*EXERCISE INPUTS*
• • •

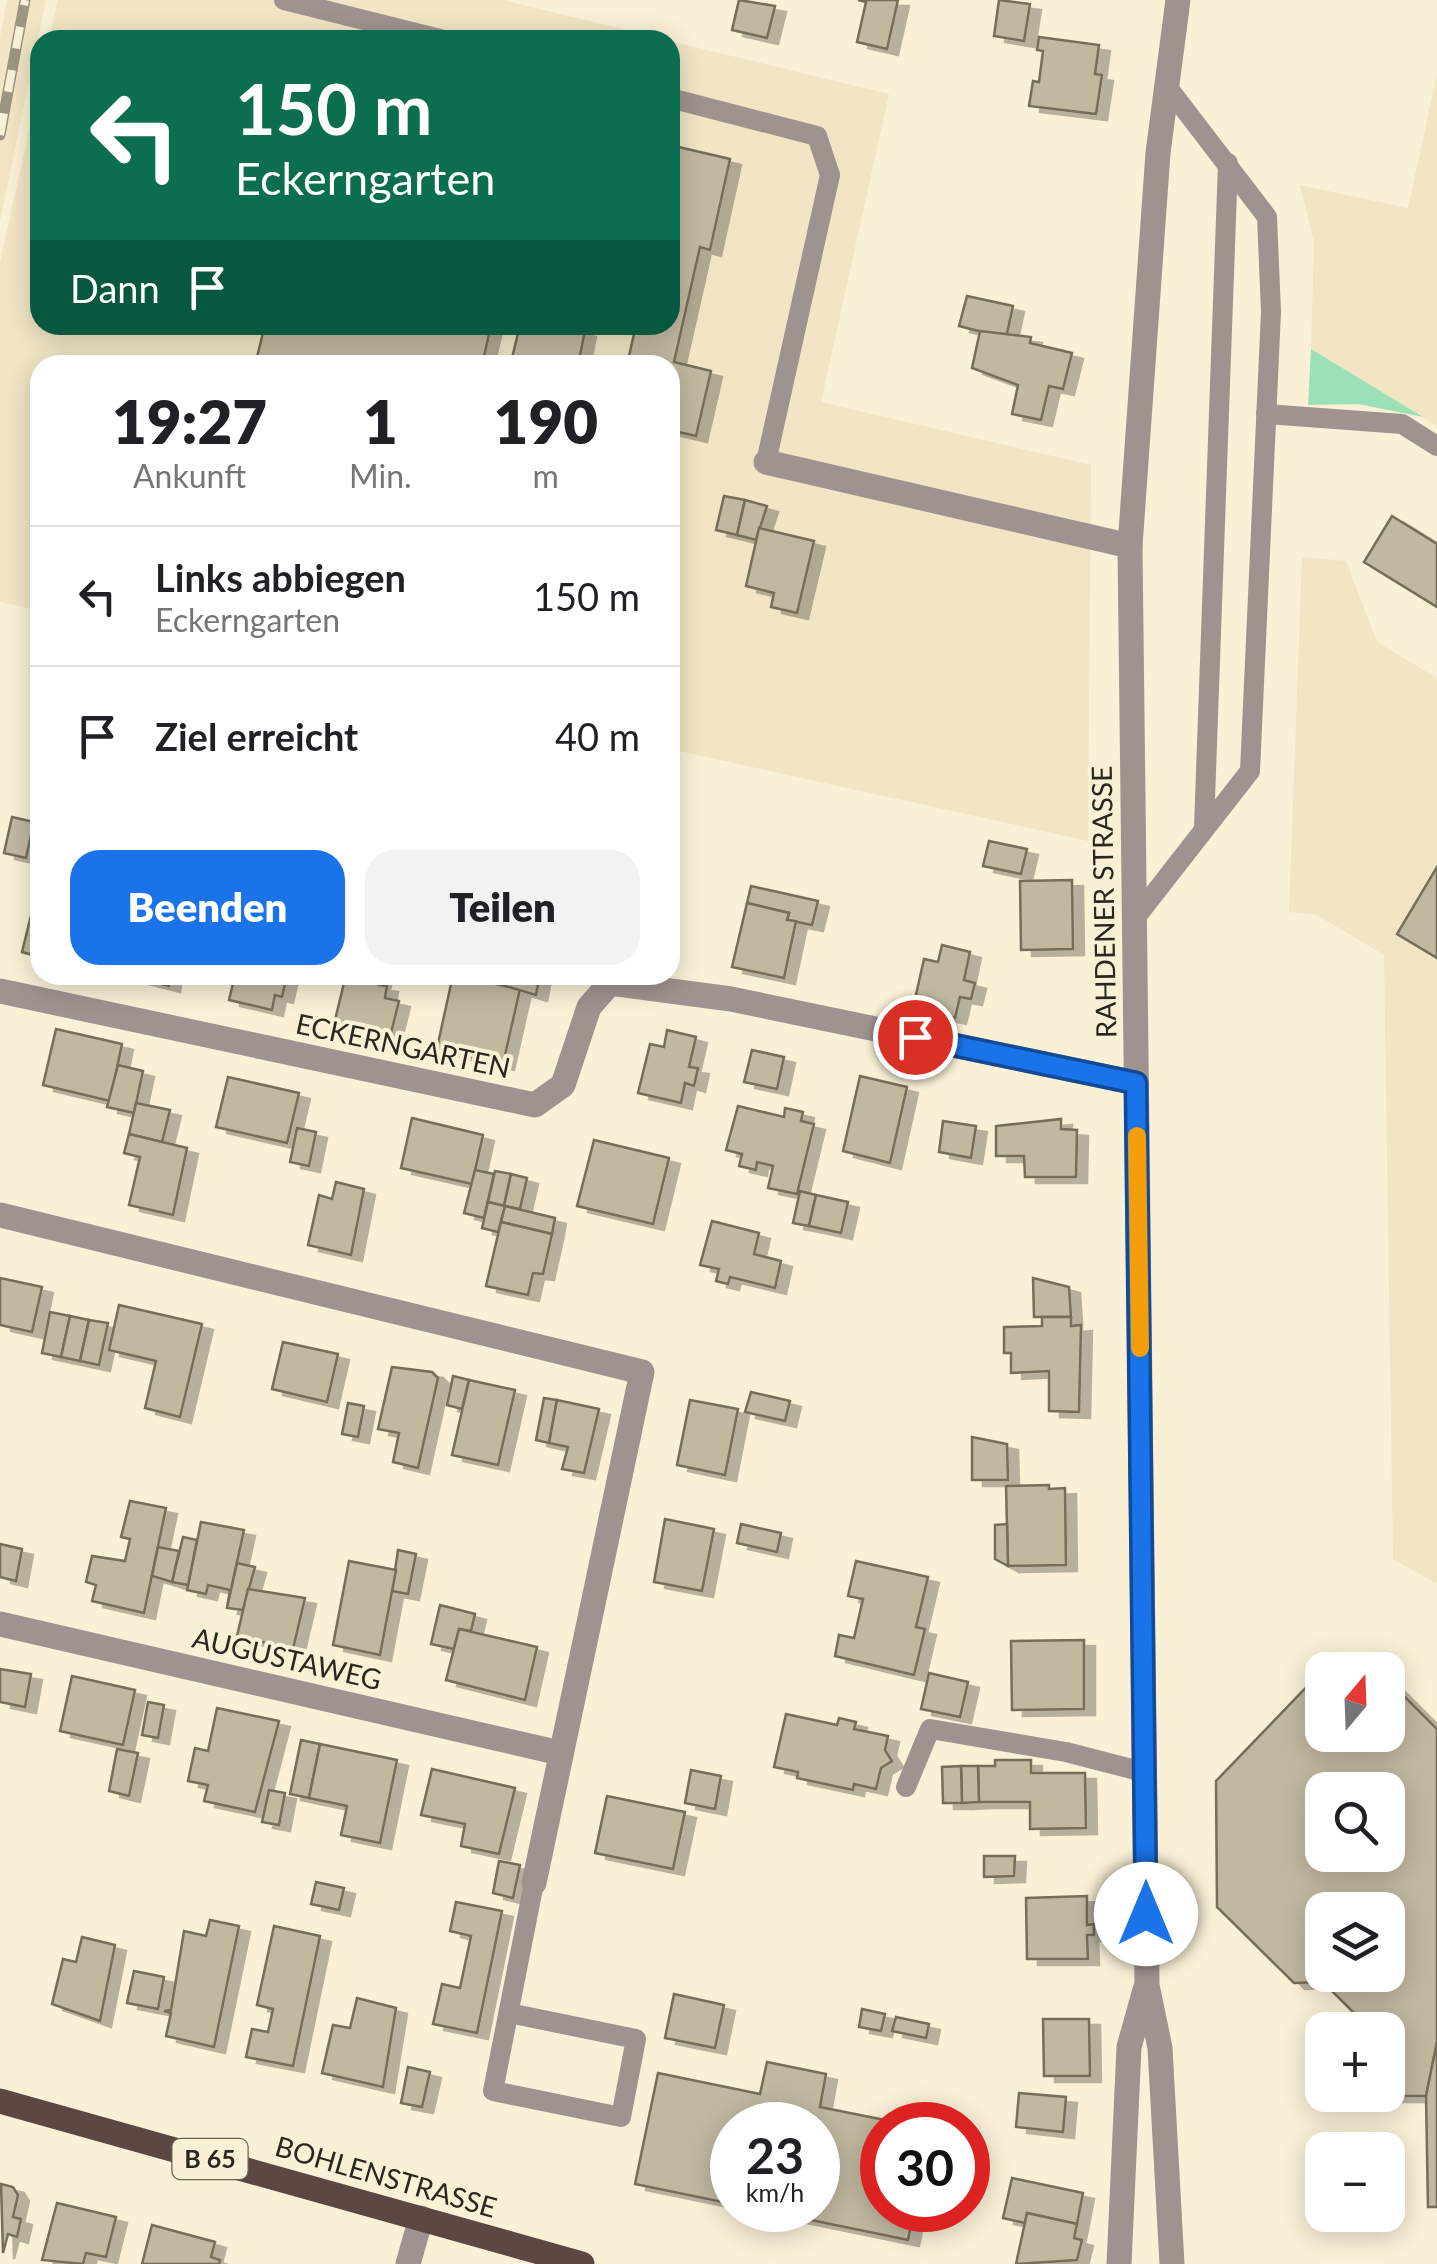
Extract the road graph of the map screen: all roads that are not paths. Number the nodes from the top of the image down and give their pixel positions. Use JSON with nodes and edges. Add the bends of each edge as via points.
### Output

• • •

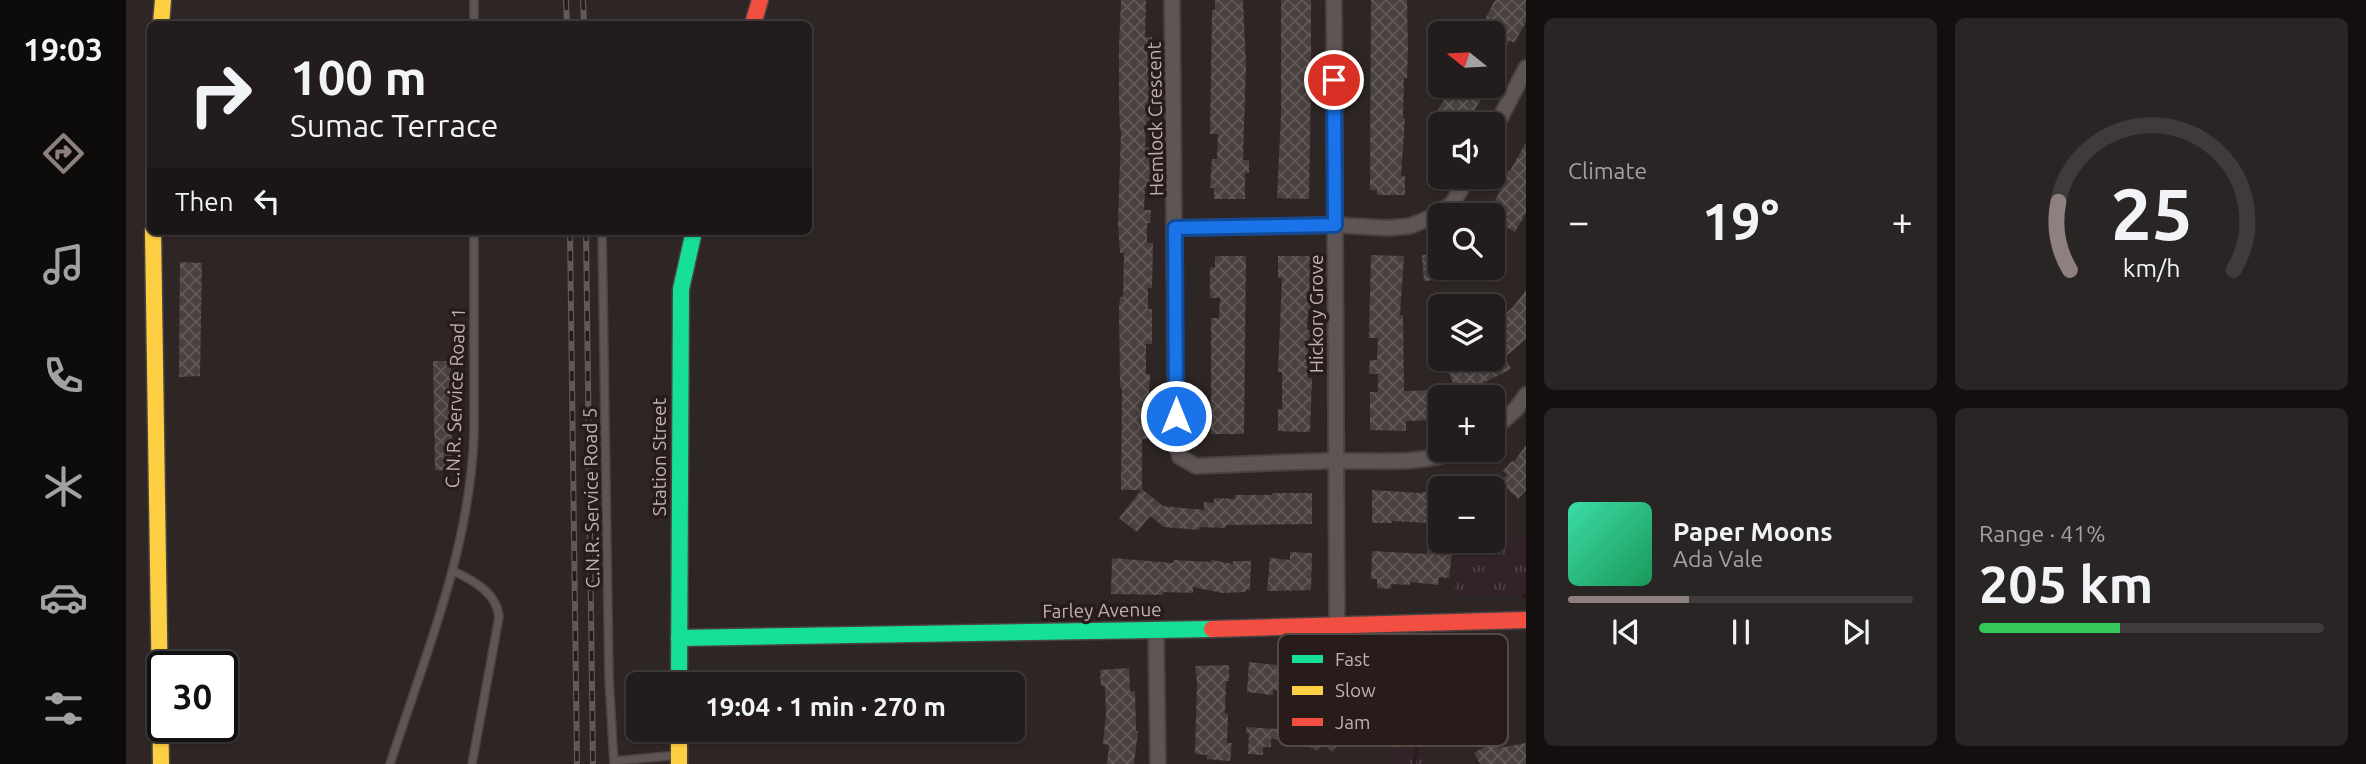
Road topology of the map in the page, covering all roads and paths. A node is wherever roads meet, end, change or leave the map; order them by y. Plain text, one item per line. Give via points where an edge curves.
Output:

• • •

*EXERCISE*
Pull out all lines from the entries above that include the word "edge".

*REPLY TO THE EXERCISE*
Extract the road graph of the map screen: all roads that are not paths. Number the nodes from the top of the image down and give their pixel positions. Use JSON with nodes and edges. Add the bends of each edge as via points.
Road topology of the map in the page, covering all roads and paths. A node is wherever roads meet, end, change or leave the map; order them by y. Plain text, one item per line. Give via points where an edge curves.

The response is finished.